Exercise material:
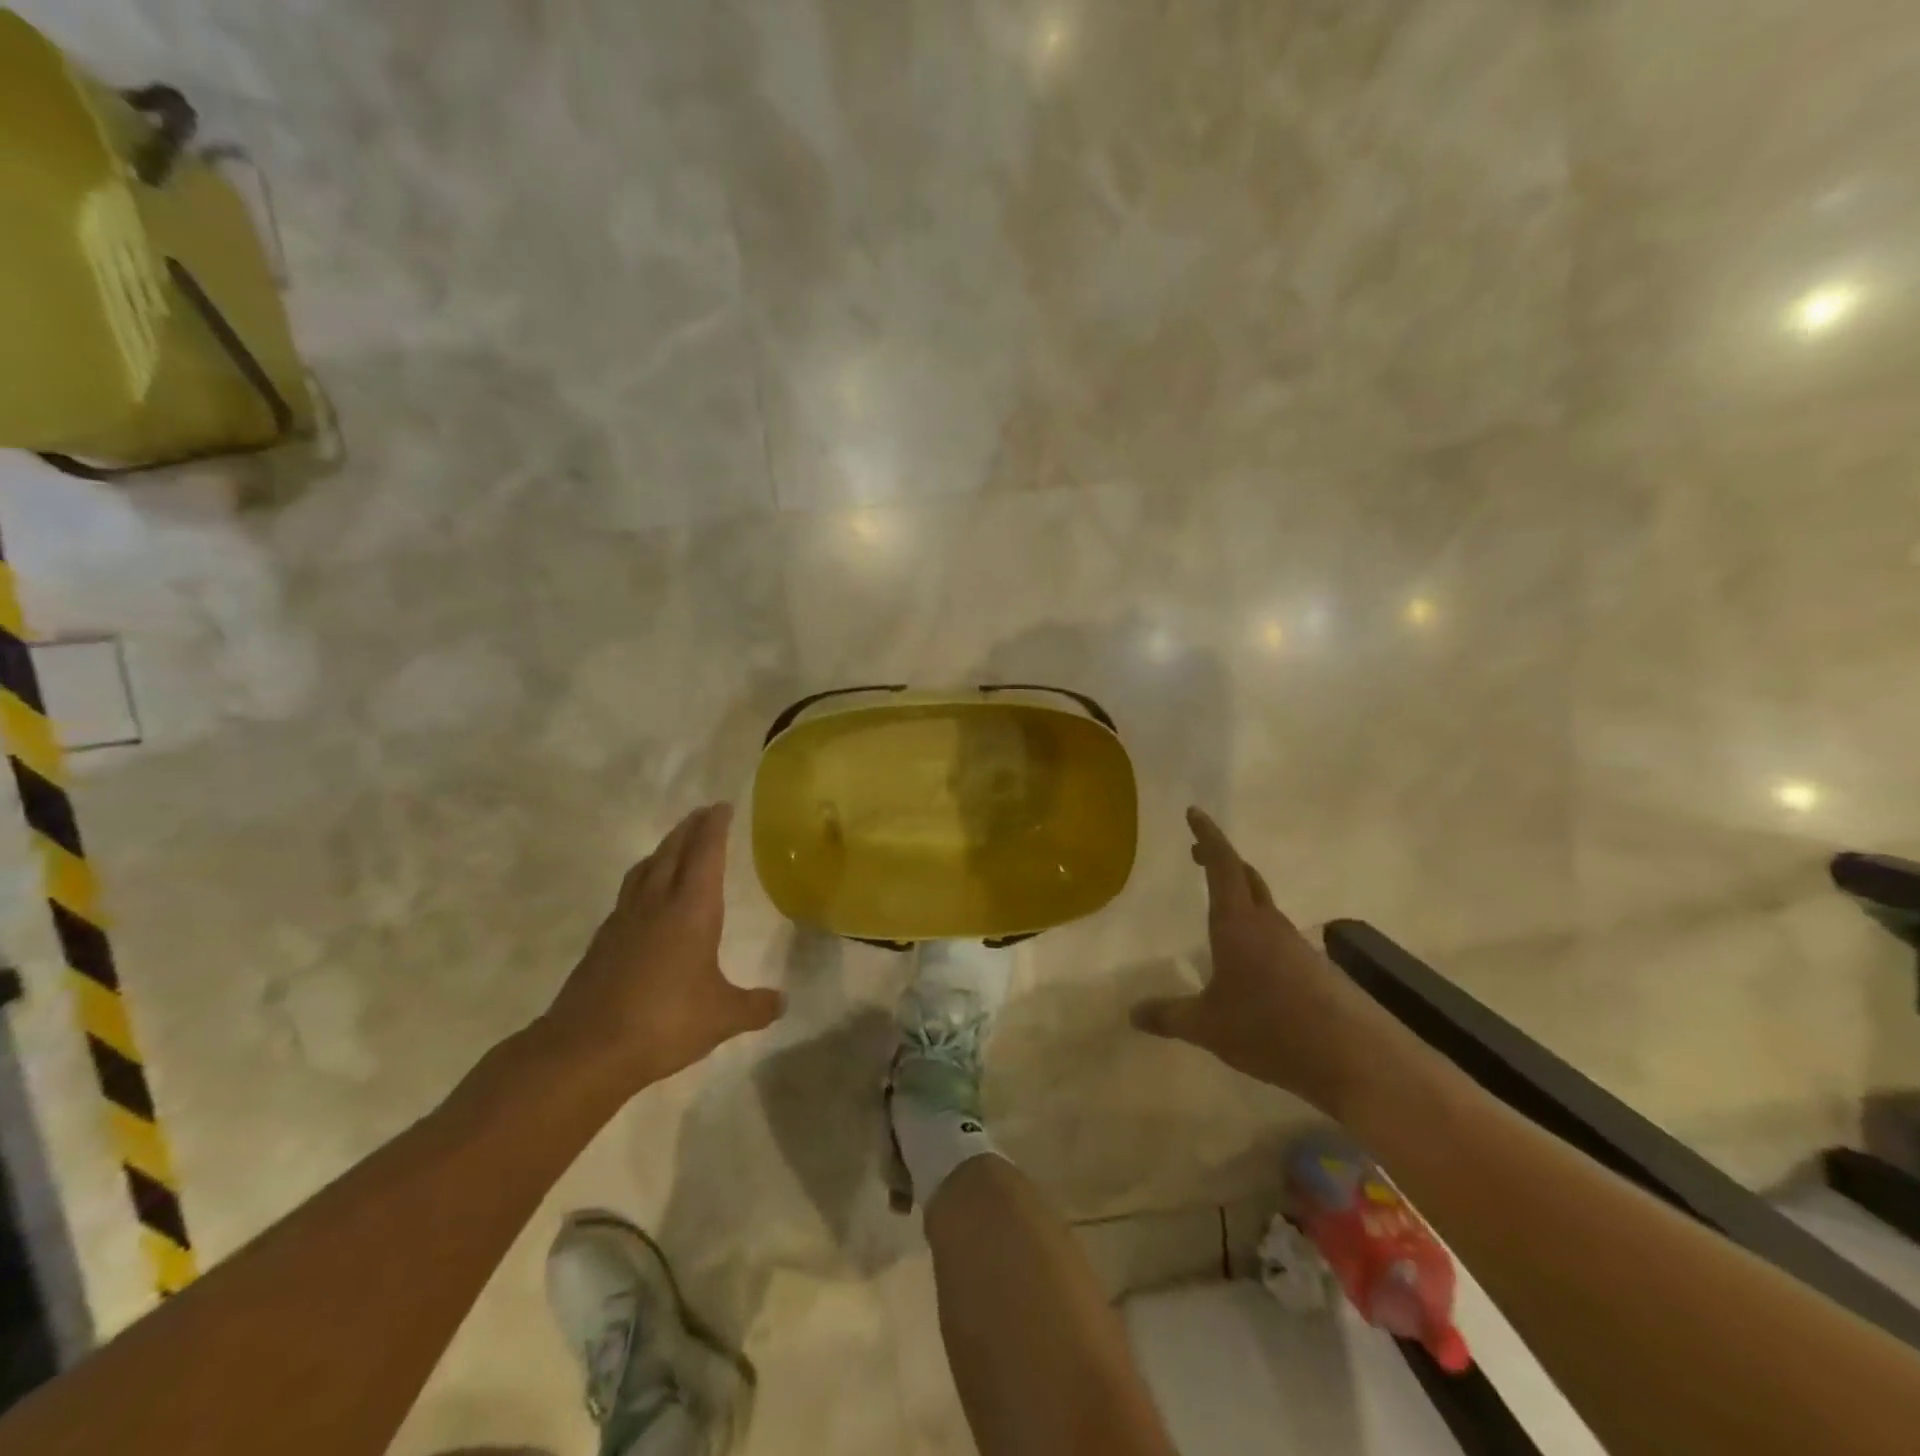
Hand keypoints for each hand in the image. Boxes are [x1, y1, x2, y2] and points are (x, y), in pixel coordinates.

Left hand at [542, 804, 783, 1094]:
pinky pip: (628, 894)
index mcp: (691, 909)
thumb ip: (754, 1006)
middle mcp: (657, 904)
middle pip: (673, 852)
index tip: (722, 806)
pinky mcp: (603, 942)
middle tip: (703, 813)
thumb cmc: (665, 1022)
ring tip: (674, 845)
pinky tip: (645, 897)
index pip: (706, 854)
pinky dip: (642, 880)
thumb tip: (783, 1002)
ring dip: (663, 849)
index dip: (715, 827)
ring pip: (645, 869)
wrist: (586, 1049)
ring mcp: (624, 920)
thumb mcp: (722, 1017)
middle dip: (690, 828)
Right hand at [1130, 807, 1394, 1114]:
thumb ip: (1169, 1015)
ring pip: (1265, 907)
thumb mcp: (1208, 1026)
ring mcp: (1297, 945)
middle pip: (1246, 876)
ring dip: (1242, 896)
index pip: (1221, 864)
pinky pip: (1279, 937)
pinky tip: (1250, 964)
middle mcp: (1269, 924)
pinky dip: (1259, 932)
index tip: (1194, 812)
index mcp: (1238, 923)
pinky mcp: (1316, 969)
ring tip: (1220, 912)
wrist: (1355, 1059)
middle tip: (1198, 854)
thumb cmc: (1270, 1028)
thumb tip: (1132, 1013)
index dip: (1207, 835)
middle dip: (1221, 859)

...

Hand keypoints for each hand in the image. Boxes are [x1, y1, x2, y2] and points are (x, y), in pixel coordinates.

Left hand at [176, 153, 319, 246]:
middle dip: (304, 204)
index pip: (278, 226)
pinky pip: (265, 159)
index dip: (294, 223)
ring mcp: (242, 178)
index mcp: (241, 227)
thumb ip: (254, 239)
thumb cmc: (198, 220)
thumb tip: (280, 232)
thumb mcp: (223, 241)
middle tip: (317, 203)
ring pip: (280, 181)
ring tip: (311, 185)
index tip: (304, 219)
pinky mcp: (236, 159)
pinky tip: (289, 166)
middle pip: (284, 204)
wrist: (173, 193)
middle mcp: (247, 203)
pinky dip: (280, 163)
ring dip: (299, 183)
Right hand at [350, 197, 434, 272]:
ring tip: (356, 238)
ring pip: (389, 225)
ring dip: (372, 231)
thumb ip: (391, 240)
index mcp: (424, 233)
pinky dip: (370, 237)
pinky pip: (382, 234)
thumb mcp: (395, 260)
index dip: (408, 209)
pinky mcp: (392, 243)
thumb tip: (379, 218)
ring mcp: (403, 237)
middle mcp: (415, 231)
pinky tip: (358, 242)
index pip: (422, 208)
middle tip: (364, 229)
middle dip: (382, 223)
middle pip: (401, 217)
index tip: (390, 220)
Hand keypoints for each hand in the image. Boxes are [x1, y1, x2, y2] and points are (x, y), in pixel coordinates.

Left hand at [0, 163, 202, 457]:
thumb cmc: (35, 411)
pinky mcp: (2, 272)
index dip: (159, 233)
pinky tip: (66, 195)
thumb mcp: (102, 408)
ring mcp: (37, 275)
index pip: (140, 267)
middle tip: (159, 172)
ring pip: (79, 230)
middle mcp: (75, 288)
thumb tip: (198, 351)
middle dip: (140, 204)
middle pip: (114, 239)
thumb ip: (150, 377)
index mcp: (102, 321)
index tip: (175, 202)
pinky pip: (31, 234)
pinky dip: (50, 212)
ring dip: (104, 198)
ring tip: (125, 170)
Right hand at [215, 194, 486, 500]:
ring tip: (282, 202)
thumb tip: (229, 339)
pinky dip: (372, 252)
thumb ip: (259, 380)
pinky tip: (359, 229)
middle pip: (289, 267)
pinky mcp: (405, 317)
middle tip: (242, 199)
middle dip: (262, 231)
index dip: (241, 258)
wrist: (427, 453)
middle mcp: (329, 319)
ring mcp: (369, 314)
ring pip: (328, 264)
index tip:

Task details: The entries above hold the needed span. Transcribe exactly the lines from the one with "pinky tip: (645, 897)" to the one with "thumb tip: (1132, 1013)", both included.

Output of the exercise:
pinky tip: (645, 897)
index pip: (706, 854)
pinky dip: (642, 880)
thumb tip: (783, 1002)
ring dip: (663, 849)
index dip: (715, 827)
ring pip: (645, 869)
wrist: (586, 1049)
ring mcp: (624, 920)
thumb mcp: (722, 1017)
middle dip: (690, 828)
Right hand at [1130, 807, 1394, 1114]:
thumb ip: (1169, 1015)
ring pip: (1265, 907)
thumb mcp: (1208, 1026)
ring mcp: (1297, 945)
middle pip: (1246, 876)
ring dip: (1242, 896)
index pip: (1221, 864)
pinky pip: (1279, 937)
pinky tip: (1250, 964)
middle mcp: (1269, 924)
pinky dip: (1259, 932)
index tip: (1194, 812)
index mcp: (1238, 923)
pinky mcp: (1316, 969)
ring tip: (1220, 912)
wrist: (1355, 1059)
middle tip: (1198, 854)
thumb cmc: (1270, 1028)
thumb tip: (1132, 1013)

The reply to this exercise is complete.